** Information given follows **

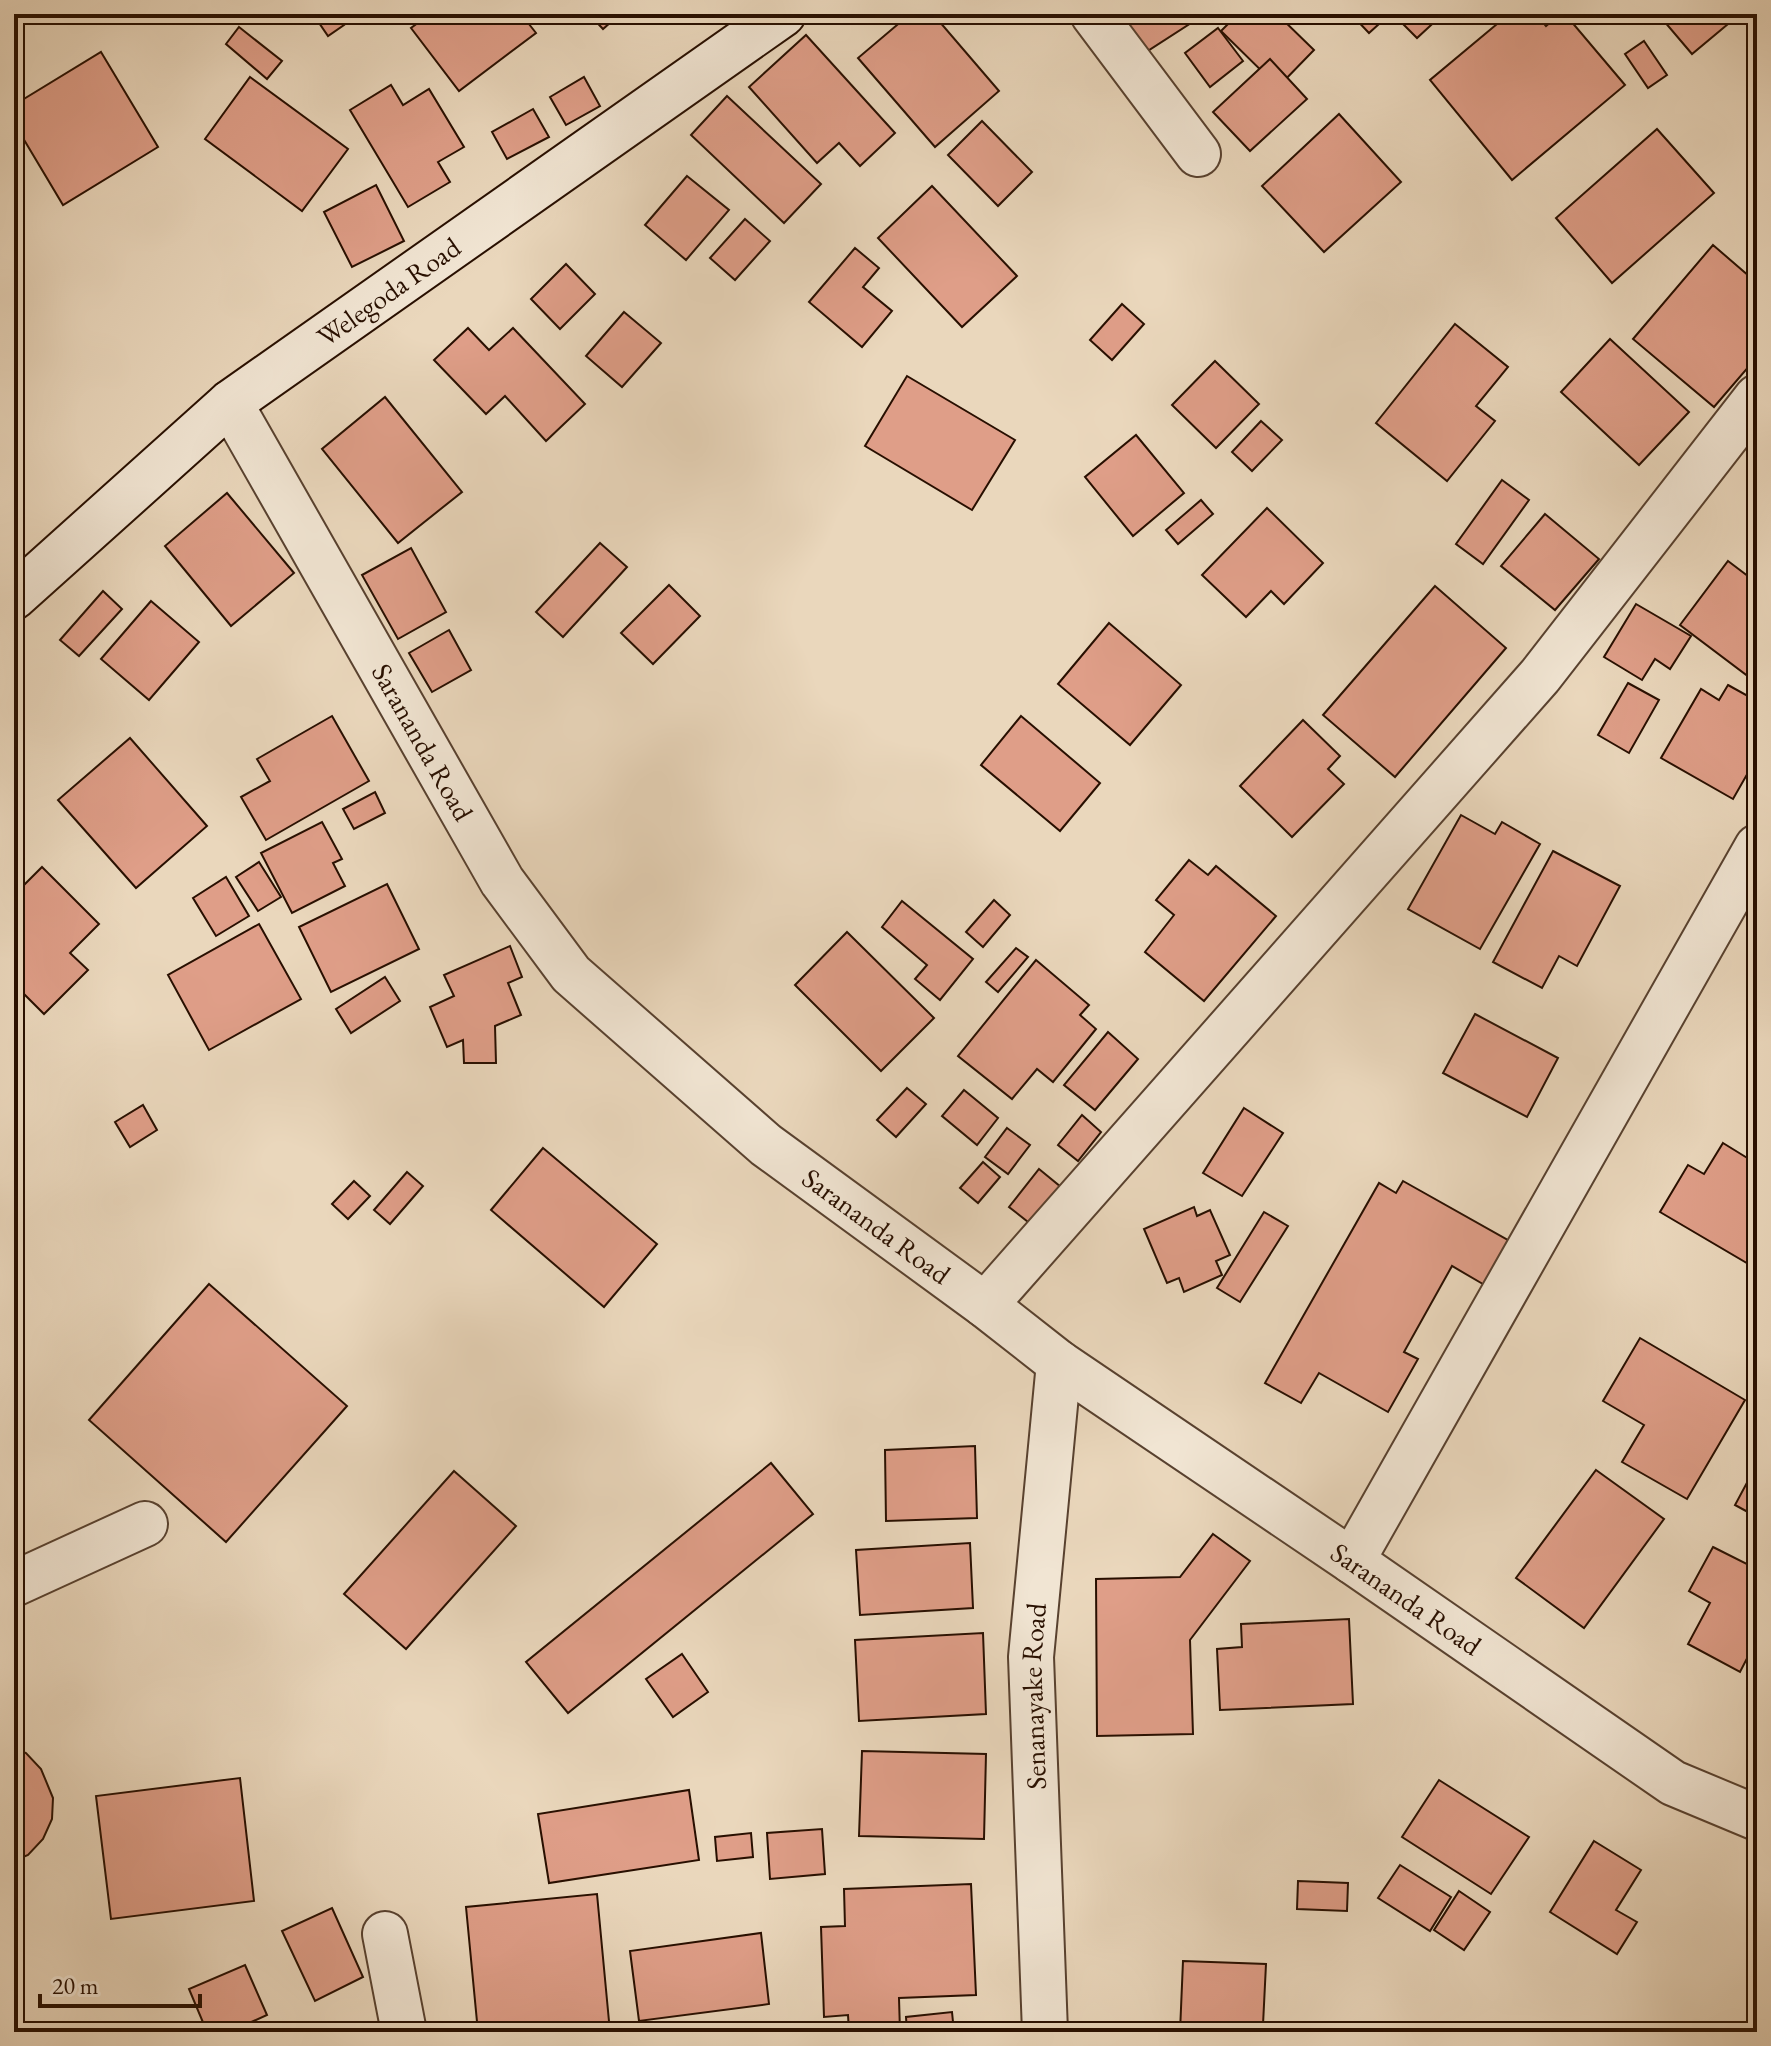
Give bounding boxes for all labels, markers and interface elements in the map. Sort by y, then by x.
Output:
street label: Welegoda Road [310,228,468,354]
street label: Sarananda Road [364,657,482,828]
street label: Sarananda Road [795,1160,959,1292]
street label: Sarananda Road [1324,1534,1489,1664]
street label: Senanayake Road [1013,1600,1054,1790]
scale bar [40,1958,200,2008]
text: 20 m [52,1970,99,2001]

** End of Information given **

Problem to work on — The records above should be written out exactly, and the images dropped.

Expected answer —
Give bounding boxes for all labels, markers and interface elements in the map. Sort by y, then by x.
Output:
street label: Welegoda Road [310,228,468,354]
street label: Sarananda Road [364,657,482,828]
street label: Sarananda Road [795,1160,959,1292]
street label: Sarananda Road [1324,1534,1489,1664]
street label: Senanayake Road [1013,1600,1054,1790]
scale bar [40,1958,200,2008]
text: 20 m [52,1970,99,2001]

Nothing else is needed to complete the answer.